Lee did a lot to create Thor, Iron Man, the Hulk and many others. But other people did a lot too. Lee might have an idea for a hero, but an artist would then decide what the hero looked like. In fact, the artist might decide more than that. With records scarce, it’s hard to tell how big all of Lee’s kick-off ideas actually were. Steve Ditko, the first artist to draw Spider-Man, says Lee came up with the name and that’s it. To hear Lee tell it, Ditko was just a talented fellow who executed an assignment. Jack Kirby, the artist who first drew many of Marvel’s greatest characters, seethed with resentment over the glory his boss soaked up while Kirby sweated at his drawing board.

That’s because Lee spent many years encouraging journalists to think he had created the Marvel heroes, as opposed to co-creating them. Lee has a song in his heart and wishes ill toward no one. But he’s a good example of how sweetness doesn’t stop a person from being self-centered. Mike Ploog, one of Marvel’s better artists from the 1970s, recalled the time he asked for a raise and Lee told him, no, times were tight. Then Lee showed him some photos of the snazzy car he’d just bought. Typically, Lee came to his senses when Ploog pointed out the contradiction. But imagine needing to have it pointed out. “People have said Stan was out for No. 1, and to a very large degree, that’s true,” says a Marvel vet. “He’s a good guy. He’s just not a great guy.”

Fans realize as much, and they also know how Lee flopped after Kirby and Ditko parted ways with him. Kirby never sold too well after his Lee period, but he did create characters that have lived on for decades. Ditko, on his own, barely sold at all, but he created some works that fascinate people who love his ineffable style. Post–Ditko and Kirby, Lee’s work has been dead on arrival and has fascinated no one. Really, as Vulture details, it’s been embarrassing (Stripperella). Yes, the man could write comic book dialogue that was snappier and more varied than the standard in 1965. He twigged to the advantages of squeezing in topical references and a junior high version of angst. Superman’s problem was Lois Lane; Lee knew that Spider-Man’s problem was just about everything, the way it is for most of us. When the age of comic book readers inched up by a crucial few years, Lee was ready to lead the kids out of elementary school. Even so, he isn’t much of a writer.

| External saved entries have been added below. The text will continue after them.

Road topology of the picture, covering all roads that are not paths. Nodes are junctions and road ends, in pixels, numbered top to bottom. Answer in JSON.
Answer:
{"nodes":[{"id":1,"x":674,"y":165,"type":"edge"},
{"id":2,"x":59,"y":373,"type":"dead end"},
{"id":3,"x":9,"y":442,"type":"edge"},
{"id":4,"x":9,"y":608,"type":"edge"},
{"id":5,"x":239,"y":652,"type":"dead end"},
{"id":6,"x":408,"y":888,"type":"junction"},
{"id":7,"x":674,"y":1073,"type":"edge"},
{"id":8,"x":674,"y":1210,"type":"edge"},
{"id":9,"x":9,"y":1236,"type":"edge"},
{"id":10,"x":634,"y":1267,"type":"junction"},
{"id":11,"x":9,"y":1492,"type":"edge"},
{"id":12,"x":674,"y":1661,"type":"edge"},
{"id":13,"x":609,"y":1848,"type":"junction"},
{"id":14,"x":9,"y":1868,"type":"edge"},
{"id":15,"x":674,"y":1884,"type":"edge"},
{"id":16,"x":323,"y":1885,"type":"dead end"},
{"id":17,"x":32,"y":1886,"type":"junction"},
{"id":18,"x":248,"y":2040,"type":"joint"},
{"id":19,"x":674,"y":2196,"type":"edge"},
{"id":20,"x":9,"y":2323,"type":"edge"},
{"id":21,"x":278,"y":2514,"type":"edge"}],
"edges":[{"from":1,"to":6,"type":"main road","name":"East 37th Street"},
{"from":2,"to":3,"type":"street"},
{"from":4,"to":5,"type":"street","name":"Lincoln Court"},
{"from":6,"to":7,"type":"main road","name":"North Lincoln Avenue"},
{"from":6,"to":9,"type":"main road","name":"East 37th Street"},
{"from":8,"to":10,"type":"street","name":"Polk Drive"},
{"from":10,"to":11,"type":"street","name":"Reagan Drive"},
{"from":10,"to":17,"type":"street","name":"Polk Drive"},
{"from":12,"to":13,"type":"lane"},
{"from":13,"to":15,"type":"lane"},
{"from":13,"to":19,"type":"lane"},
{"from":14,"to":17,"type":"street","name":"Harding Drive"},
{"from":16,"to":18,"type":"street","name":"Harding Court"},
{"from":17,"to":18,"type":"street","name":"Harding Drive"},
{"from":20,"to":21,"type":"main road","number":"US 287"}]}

Yet he’s the man who invented Marvel Comics. For better or worse, Stan Lee made American comic books what they are today. He did have a hand in all those character ideas, he did change the ground rules for superheroes. And he did make it possible for Marvel to be more than one or two neat comic books. As Vulture says, Lee and no one else hit on the idea of having characters from one comic book routinely (emphasis on routinely) bump into characters from another. Big old DC, the company that dominated the field when Spider-Man was born, was divided among editors who guarded the different characters they’d been assigned. At Marvel there was just Lee. With kids buying the heroes he put out, he saw no reason not to mix the heroes together, to have Daredevil drop in on the Fantastic Four. That way customers who had been buying one of the titles might decide to get both.

The rest is history and now Lee is rich, God bless him. Not all his ideas or stories were that great. Not all of Marvel’s many comics have been that great. Really, most of them haven’t been good. But they added up to something, and Lee is the reason. Lee, the middle manager, made Marvel Comics into a product line, and that product line—the whole fleet of titles—was the thing that changed pop culture.